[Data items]
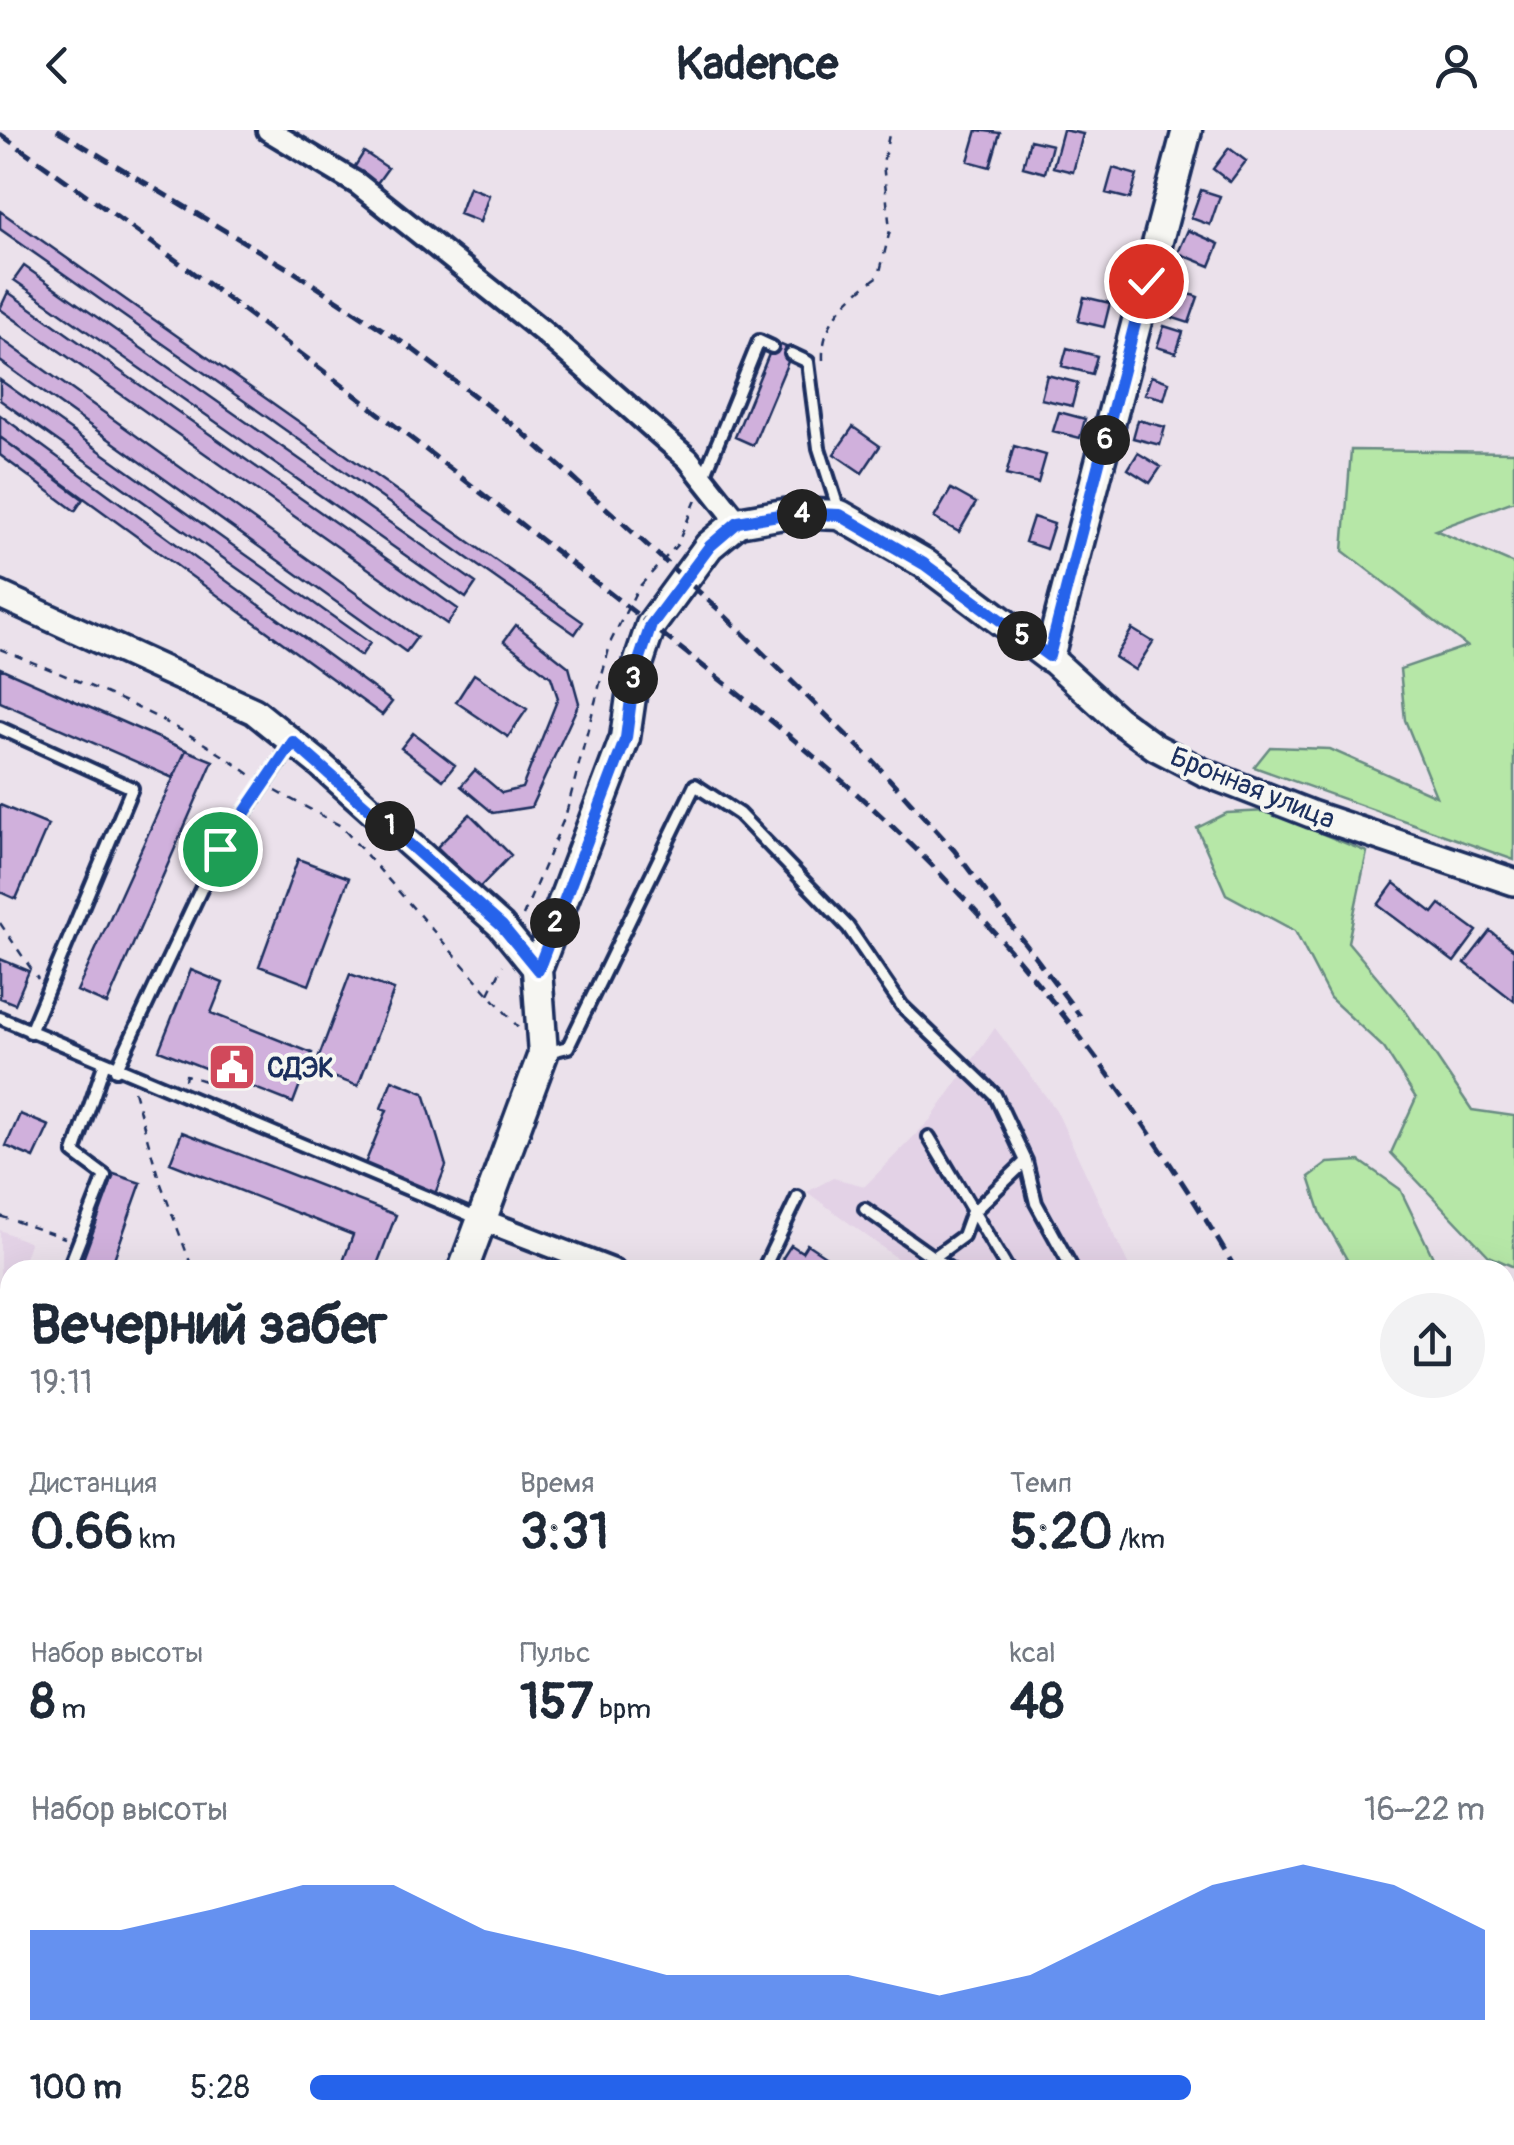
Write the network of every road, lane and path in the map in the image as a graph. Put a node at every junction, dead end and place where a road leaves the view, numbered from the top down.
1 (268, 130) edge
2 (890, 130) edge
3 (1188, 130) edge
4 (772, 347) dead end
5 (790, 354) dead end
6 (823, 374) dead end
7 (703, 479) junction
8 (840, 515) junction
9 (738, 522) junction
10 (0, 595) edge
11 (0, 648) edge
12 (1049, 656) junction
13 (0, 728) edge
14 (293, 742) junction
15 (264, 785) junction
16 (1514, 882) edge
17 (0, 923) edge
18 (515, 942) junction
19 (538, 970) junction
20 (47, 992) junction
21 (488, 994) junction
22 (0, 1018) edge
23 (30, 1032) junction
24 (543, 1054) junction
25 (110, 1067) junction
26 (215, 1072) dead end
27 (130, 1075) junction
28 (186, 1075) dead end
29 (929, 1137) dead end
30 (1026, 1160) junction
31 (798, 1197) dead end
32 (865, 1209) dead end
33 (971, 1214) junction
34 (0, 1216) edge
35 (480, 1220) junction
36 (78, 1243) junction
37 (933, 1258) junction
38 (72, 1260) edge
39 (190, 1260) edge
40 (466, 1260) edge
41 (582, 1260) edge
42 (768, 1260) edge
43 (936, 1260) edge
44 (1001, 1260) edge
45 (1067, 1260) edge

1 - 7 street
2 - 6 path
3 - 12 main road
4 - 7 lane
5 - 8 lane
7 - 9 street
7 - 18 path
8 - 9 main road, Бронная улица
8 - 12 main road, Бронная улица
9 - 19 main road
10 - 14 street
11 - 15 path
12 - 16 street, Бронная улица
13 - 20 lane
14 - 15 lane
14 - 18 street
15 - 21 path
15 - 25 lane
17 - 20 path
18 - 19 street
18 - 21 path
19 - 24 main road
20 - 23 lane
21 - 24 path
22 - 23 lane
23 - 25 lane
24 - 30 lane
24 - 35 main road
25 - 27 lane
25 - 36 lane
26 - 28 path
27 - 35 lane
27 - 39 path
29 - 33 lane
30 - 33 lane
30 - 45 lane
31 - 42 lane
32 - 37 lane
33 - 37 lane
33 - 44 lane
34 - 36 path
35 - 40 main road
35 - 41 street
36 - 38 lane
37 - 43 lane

Directions for this task: Pull every line containing "улица" out of the records.

Exercise answer:
8 - 9 main road, Бронная улица
8 - 12 main road, Бронная улица
12 - 16 street, Бронная улица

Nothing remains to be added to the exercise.